=== INPUT ===
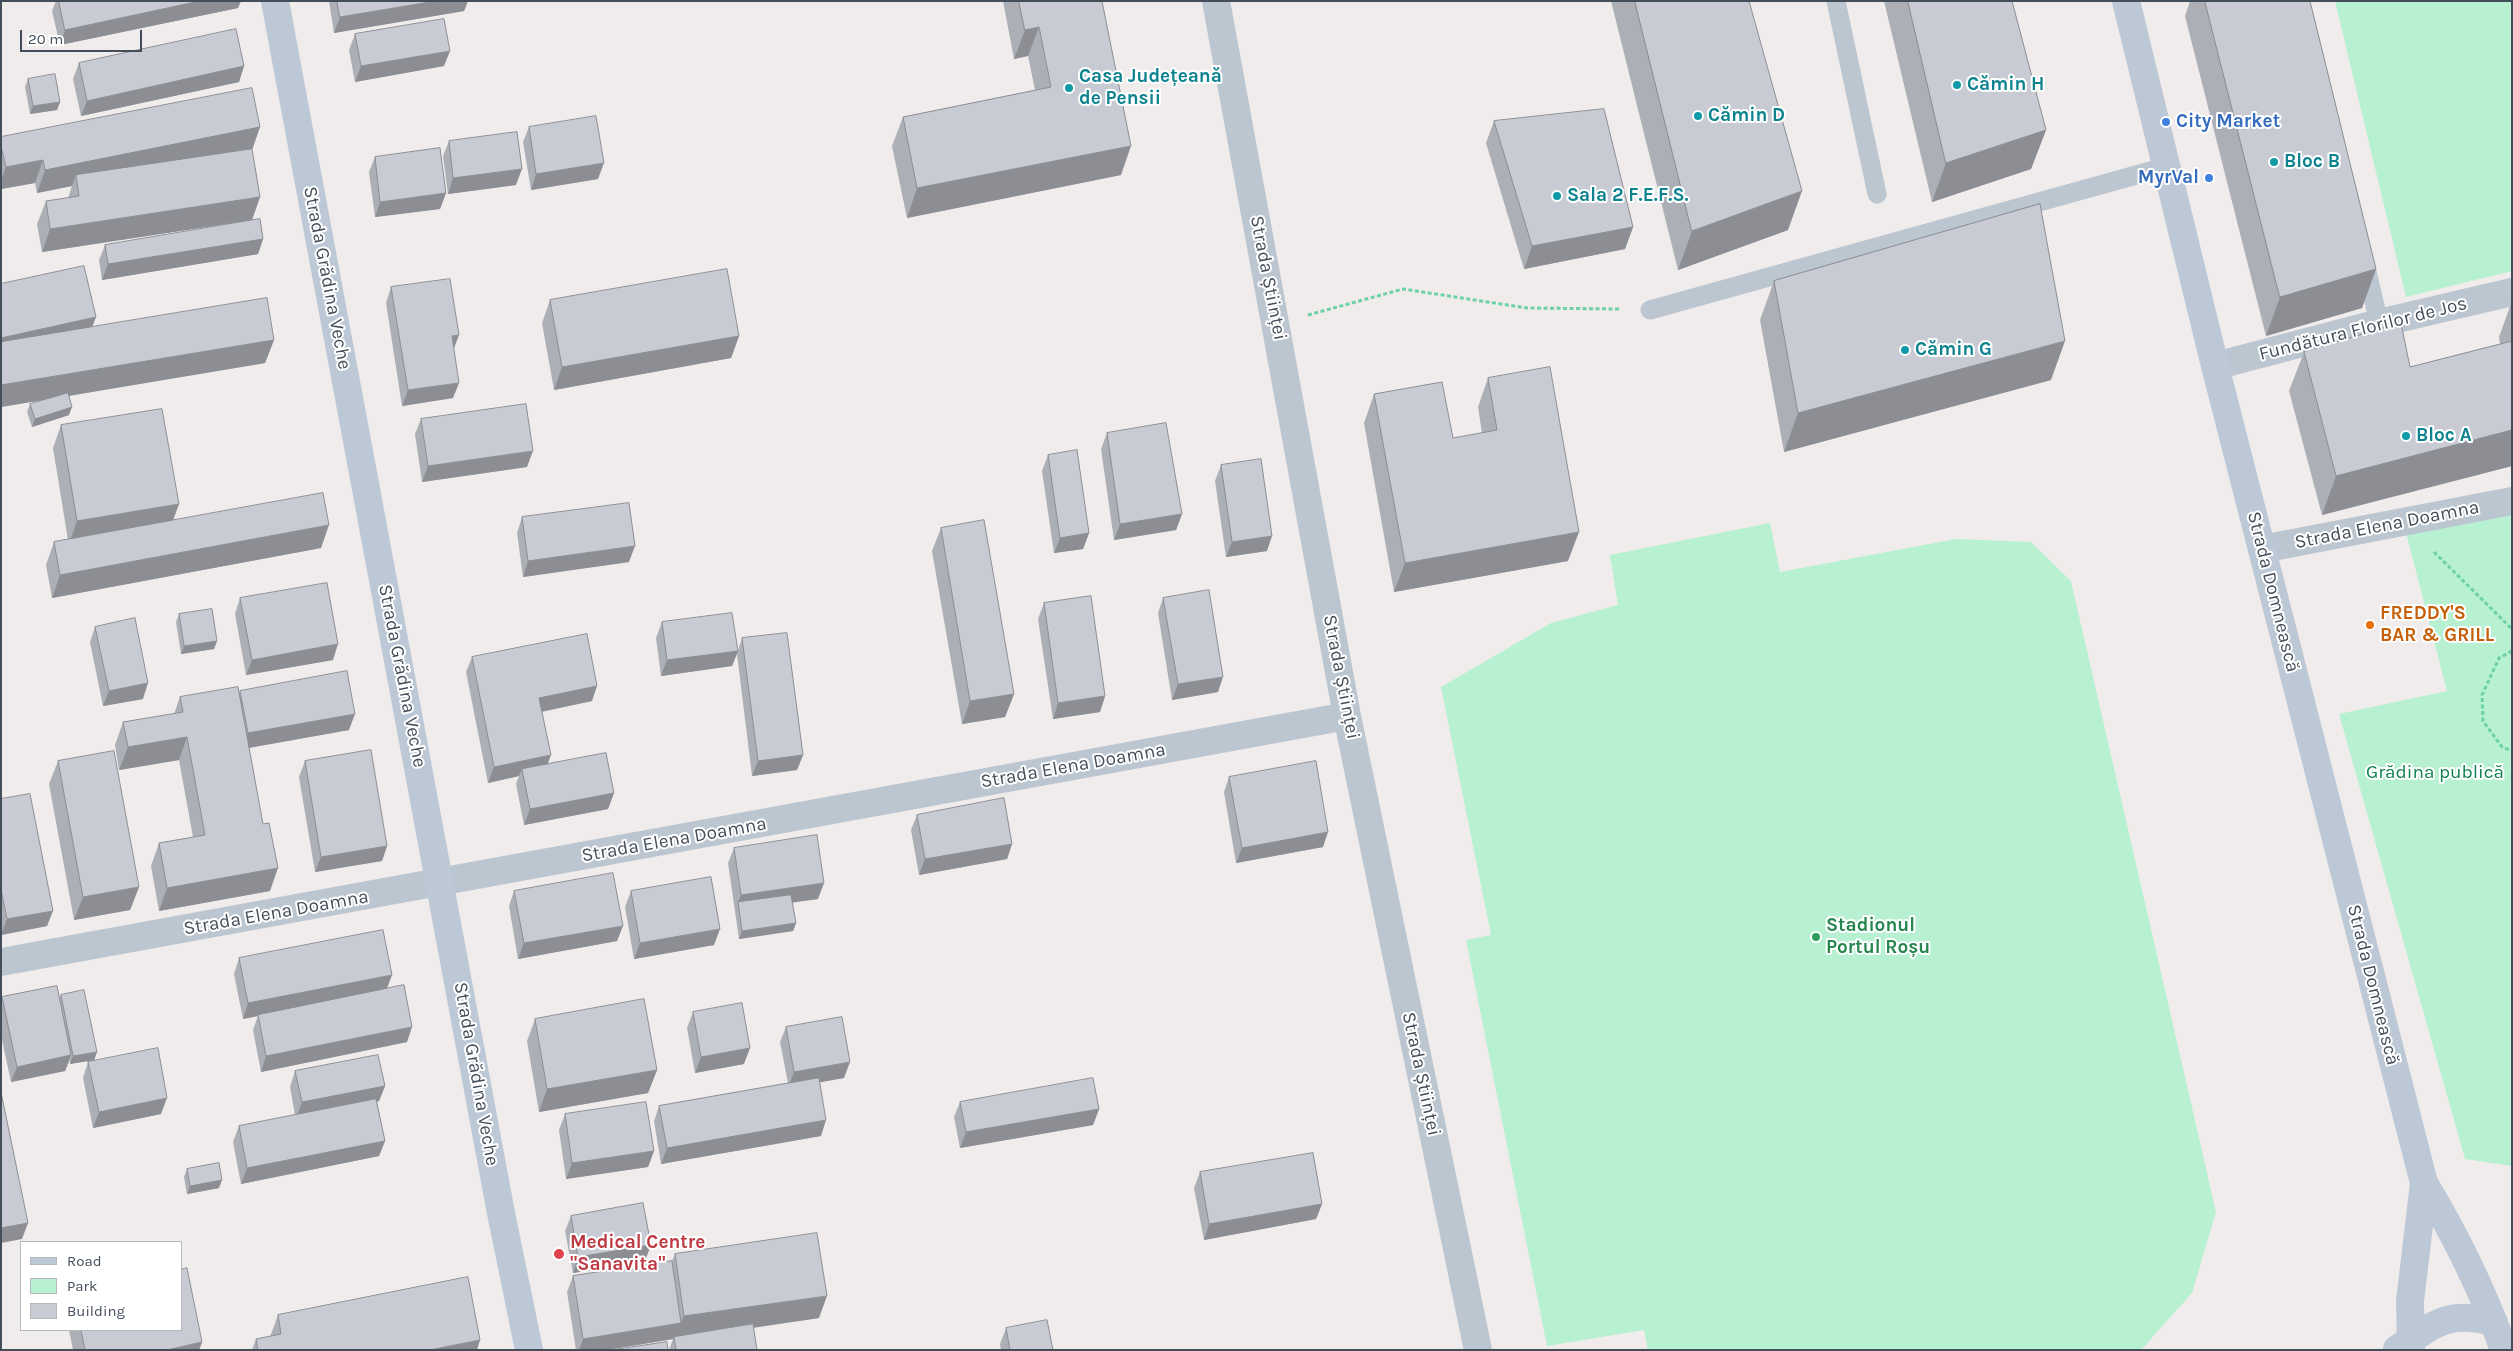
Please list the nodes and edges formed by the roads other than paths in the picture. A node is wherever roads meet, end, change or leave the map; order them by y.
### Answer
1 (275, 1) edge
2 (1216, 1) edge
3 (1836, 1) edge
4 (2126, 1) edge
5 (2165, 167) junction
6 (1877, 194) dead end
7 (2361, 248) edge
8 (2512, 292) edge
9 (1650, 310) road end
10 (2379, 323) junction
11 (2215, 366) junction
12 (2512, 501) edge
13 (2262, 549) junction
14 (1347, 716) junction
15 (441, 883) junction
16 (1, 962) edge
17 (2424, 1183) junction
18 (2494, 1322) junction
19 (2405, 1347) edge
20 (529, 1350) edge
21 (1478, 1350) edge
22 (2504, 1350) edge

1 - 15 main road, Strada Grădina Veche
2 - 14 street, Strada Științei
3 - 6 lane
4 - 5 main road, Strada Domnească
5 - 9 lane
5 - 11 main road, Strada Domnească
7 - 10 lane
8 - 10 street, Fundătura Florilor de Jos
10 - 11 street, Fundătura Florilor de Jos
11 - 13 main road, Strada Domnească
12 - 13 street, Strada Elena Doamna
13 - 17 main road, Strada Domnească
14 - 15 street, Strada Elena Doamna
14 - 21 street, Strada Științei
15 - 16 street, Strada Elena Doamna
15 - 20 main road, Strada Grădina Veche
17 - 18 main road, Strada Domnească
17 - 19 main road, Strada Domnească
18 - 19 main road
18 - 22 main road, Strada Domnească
===
# [EXERCISE REQUIREMENTS]
Output all the data above verbatim, leaving out images.

# [WRITTEN REPLY]
Please list the nodes and edges formed by the roads other than paths in the picture. A node is wherever roads meet, end, change or leave the map; order them by y.
### Answer
1 (275, 1) edge
2 (1216, 1) edge
3 (1836, 1) edge
4 (2126, 1) edge
5 (2165, 167) junction
6 (1877, 194) dead end
7 (2361, 248) edge
8 (2512, 292) edge
9 (1650, 310) road end
10 (2379, 323) junction
11 (2215, 366) junction
12 (2512, 501) edge
13 (2262, 549) junction
14 (1347, 716) junction
15 (441, 883) junction
16 (1, 962) edge
17 (2424, 1183) junction
18 (2494, 1322) junction
19 (2405, 1347) edge
20 (529, 1350) edge
21 (1478, 1350) edge
22 (2504, 1350) edge

1 - 15 main road, Strada Grădina Veche
2 - 14 street, Strada Științei
3 - 6 lane
4 - 5 main road, Strada Domnească
5 - 9 lane
5 - 11 main road, Strada Domnească
7 - 10 lane
8 - 10 street, Fundătura Florilor de Jos
10 - 11 street, Fundătura Florilor de Jos
11 - 13 main road, Strada Domnească
12 - 13 street, Strada Elena Doamna
13 - 17 main road, Strada Domnească
14 - 15 street, Strada Elena Doamna
14 - 21 street, Strada Științei
15 - 16 street, Strada Elena Doamna
15 - 20 main road, Strada Grădina Veche
17 - 18 main road, Strada Domnească
17 - 19 main road, Strada Domnească
18 - 19 main road
18 - 22 main road, Strada Domnească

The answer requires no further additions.